The most important part of this notebook is the configuration cell in **Section 2.1**. By changing the function definitions and assignments in that cell, you can fundamentally alter the pipeline's behavior.

### Ideas for Experiments

1.  **Clustering Algorithm**: 
    - Change `clustering_function = clustering_kmeans` to `clustering_function = clustering_hdbscan`.
    - Observe the results. HDBSCAN can identify noise and doesn't require a fixed number of clusters. How does this affect your evaluation scores? 
    - Tune the `min_cluster_size` parameter for HDBSCAN.

2.  **Dimensionality Reduction**:
    - Change `feature_extractor = feature_extractor_umap` to `feature_extractor = feature_extractor_pca`.
    - PCA is a linear technique, while UMAP is non-linear. Does one work better for this specific text data?

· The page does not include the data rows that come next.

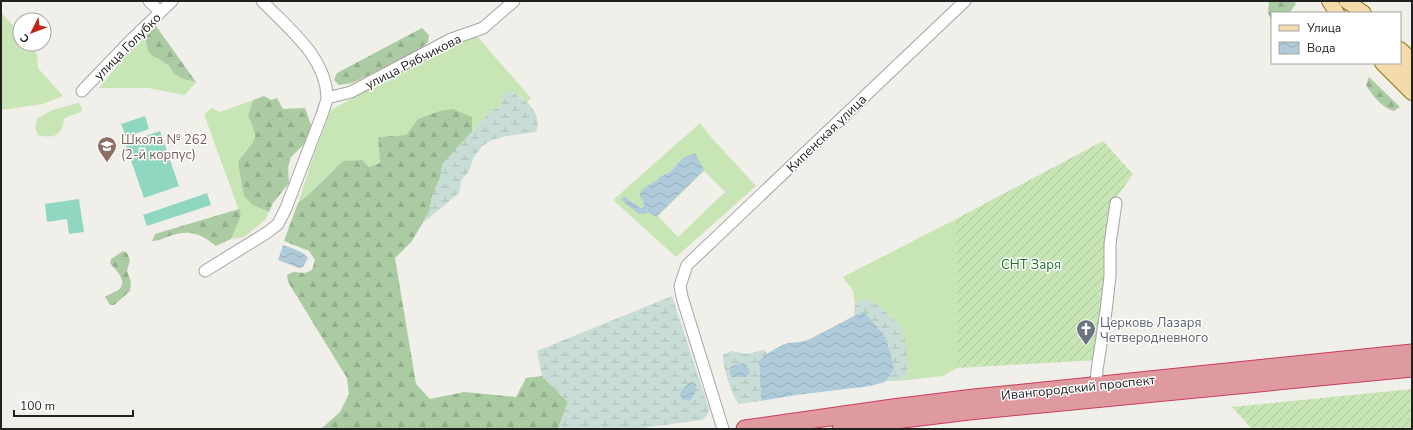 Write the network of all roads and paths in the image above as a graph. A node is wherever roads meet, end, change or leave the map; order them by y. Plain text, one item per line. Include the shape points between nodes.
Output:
1 (150, 1) edge
2 (172, 1) edge
3 (262, 1) edge
4 (514, 1) edge
5 (965, 1) edge
6 (1329, 1) edge
7 (1336, 1) edge
8 (1346, 1) edge
9 (160, 12) junction
10 (1336, 12) edge
11 (1347, 12) edge
12 (1362, 12) edge
13 (1401, 50) edge
14 (1412, 60) edge
15 (1383, 64) edge
16 (1399, 64) edge
17 (1412, 77) edge
18 (82, 91) dead end
19 (1412, 93) edge
20 (327, 98) junction
21 (1116, 203) dead end
22 (205, 271) dead end
23 (1412, 354) edge
24 (1412, 368) edge
25 (1096, 385) junction
26 (723, 429) edge
27 (745, 429) edge
28 (841, 429) edge

1 - 9 street
2 - 9 street, улица Голубко
3 - 20 street via 310,51 324,79
4 - 20 street, улица Рябчикова via 483,28 449,40 351,92
5 - 26 street, Кипенская улица via 687,265 680,286 682,297
6 - 10 main road
7 - 11 main road
8 - 12 main road
9 - 18 street, улица Голубко
13 - 14 main road
15 - 19 main road
16 - 17 main road
20 - 22 street via 278,224
21 - 25 street via 1110,244 1110,276
23 - 25 highway, Ивангородский проспект
24 - 28 highway, Ивангородский проспект via 969,411
25 - 27 highway, Ивангородский проспект via 901,407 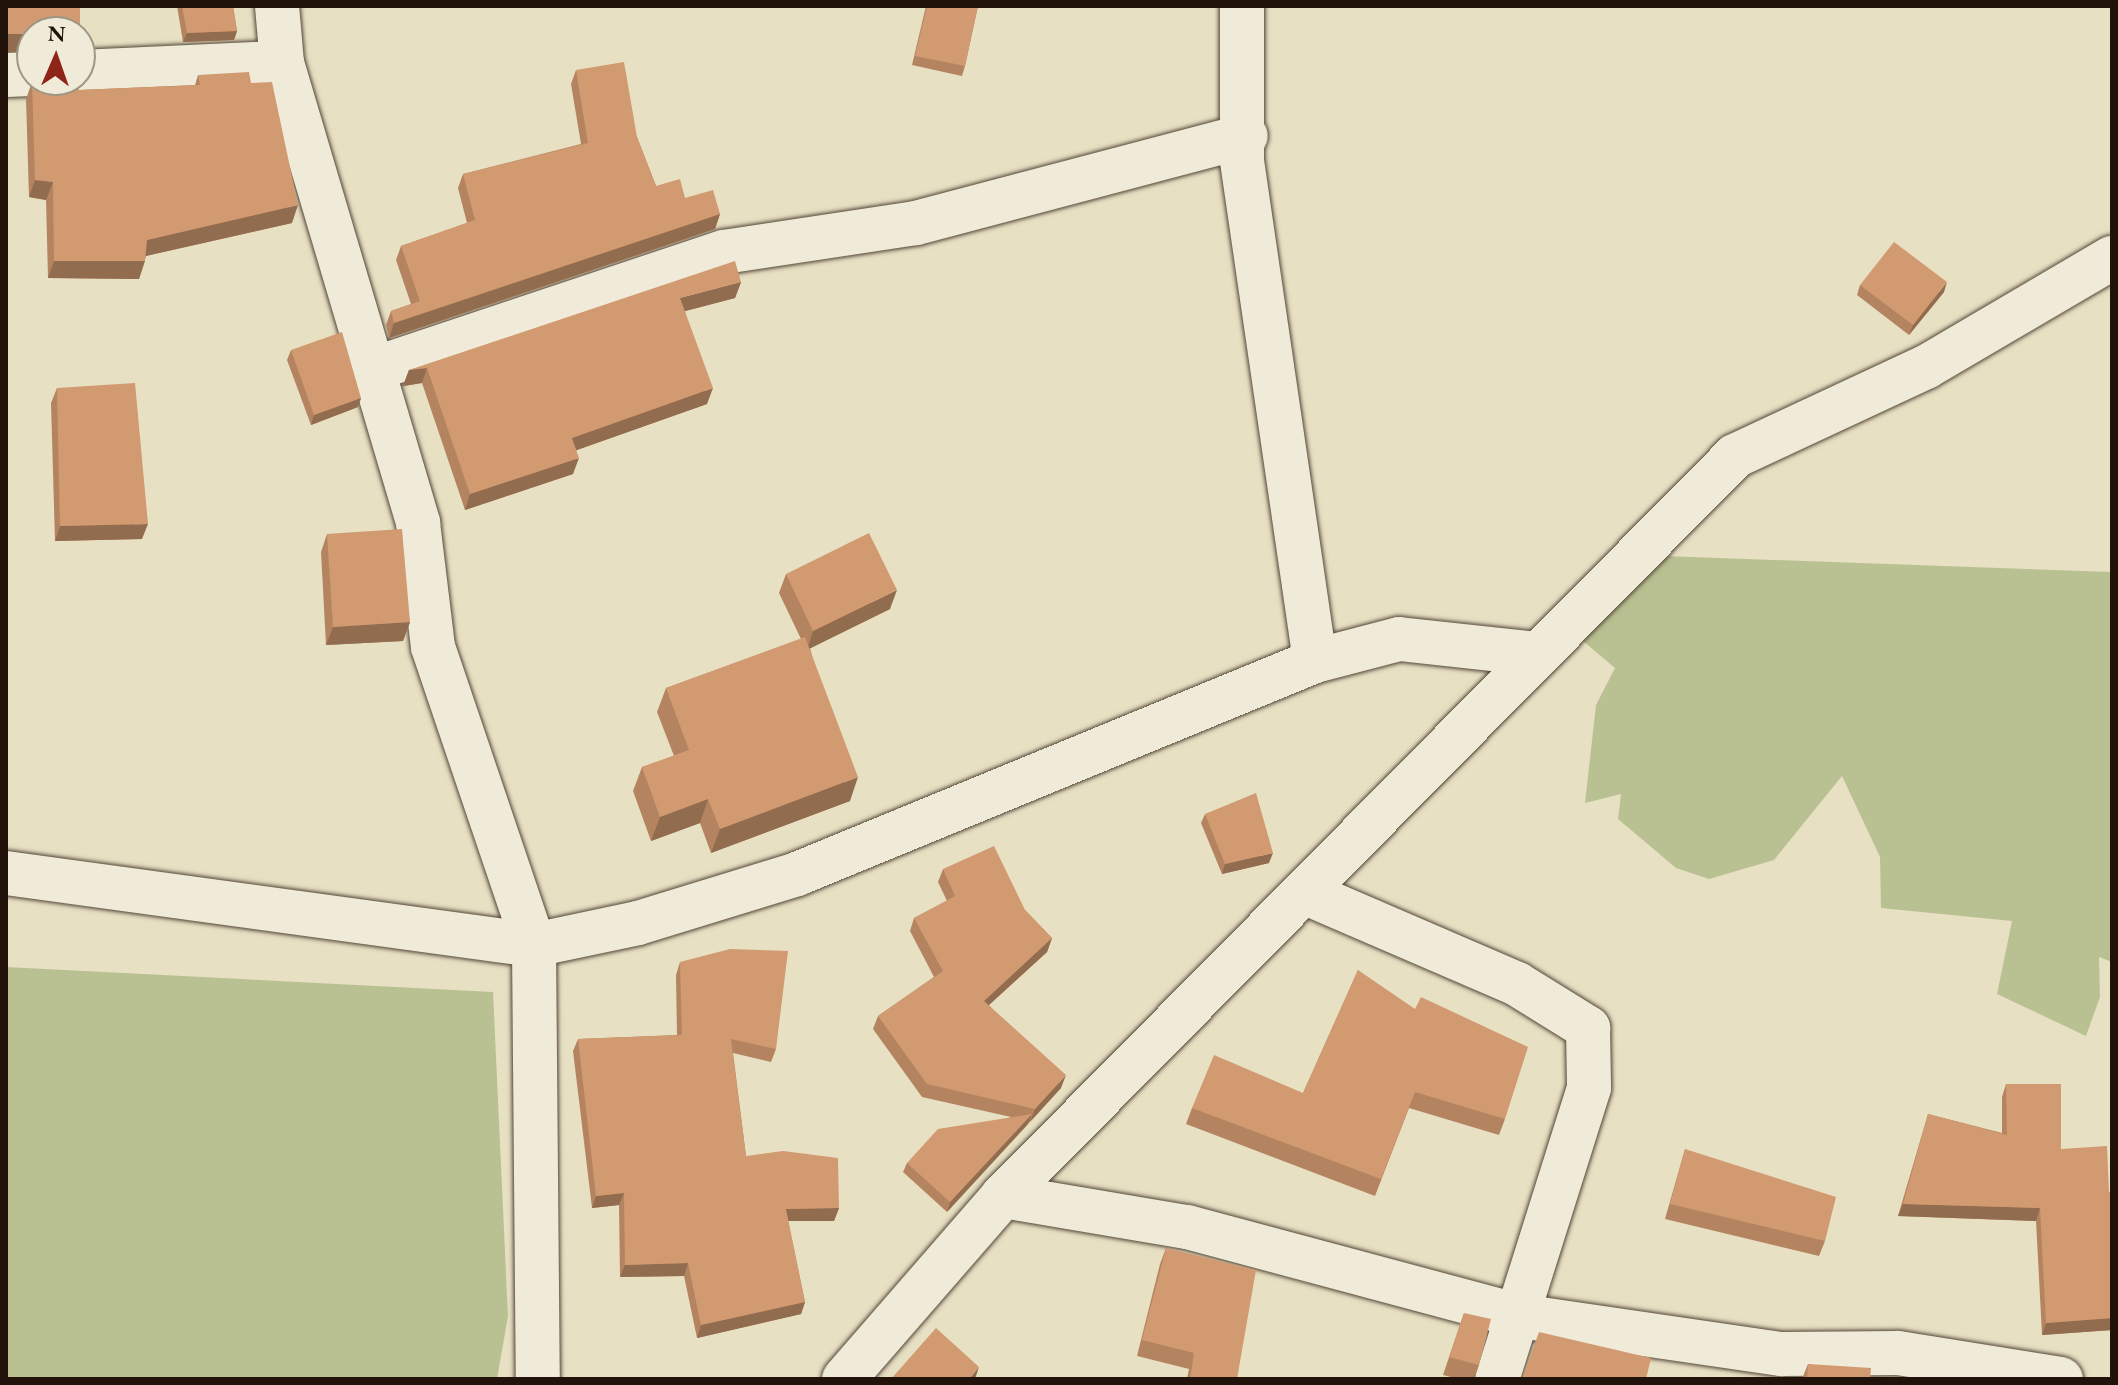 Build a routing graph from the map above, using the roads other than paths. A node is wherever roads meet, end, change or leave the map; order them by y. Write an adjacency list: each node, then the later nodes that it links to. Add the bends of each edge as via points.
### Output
1 (277, 6): 3 (street)
2 (1242, 6): 5 (street)
3 (282, 63): 4 (street); 7 (street)
4 (96, 71)
5 (1246, 136): 7 (street, via 916,223 724,252); 9 (street, via 1242,161)
6 (2112, 258): 8 (street, via 1926,367 1735,456)
7 (374, 369): 12 (street, via 418,523 433,647)
8 (1536, 654): 9 (street, via 1399,639); 11 (street)
9 (1315, 661): 12 (street, via 797,874 638,923)
10 (6, 873): 12 (street)
11 (1306, 893): 13 (street); 14 (street, via 1517,984 1588,1028 1589,1088)
12 (534, 945): 16 (street)
13 (1003, 1196): 14 (street, via 1187,1227); 17 (street)
14 (1520, 1316): 15 (street); 18 (street)
15 (1781, 1366): 19 (street, via 1898,1353)
16 (538, 1379)
17 (844, 1379)
18 (1497, 1379)
19 (2061, 1379)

3.  **Similarity Matching**:
    - In the `similarity_function` definition, set `use_mmr=True`.
    - Maximal Marginal Relevance (MMR) is designed to promote diversity in the results. Does this help in correctly matching clusters to categories?
    - Try tuning the `mmr_lambda` parameter (between 0 and 1). A higher value emphasizes similarity, while a lower value emphasizes diversity.

4.  **Prompt Engineering**:
    - Create a new prompt template file (e.g., `my_new_prompt.txt`).
    - Update the `.env` file to point `DESCRIPTION_PROMPT_TEMPLATE` to your new file.
    - See if a different prompt results in better, more coherent cluster descriptions, which might improve the matching process.

After each change in **Section 2.1**, you can re-run all the cells from **Section 3** onwards to see the impact of your experiment.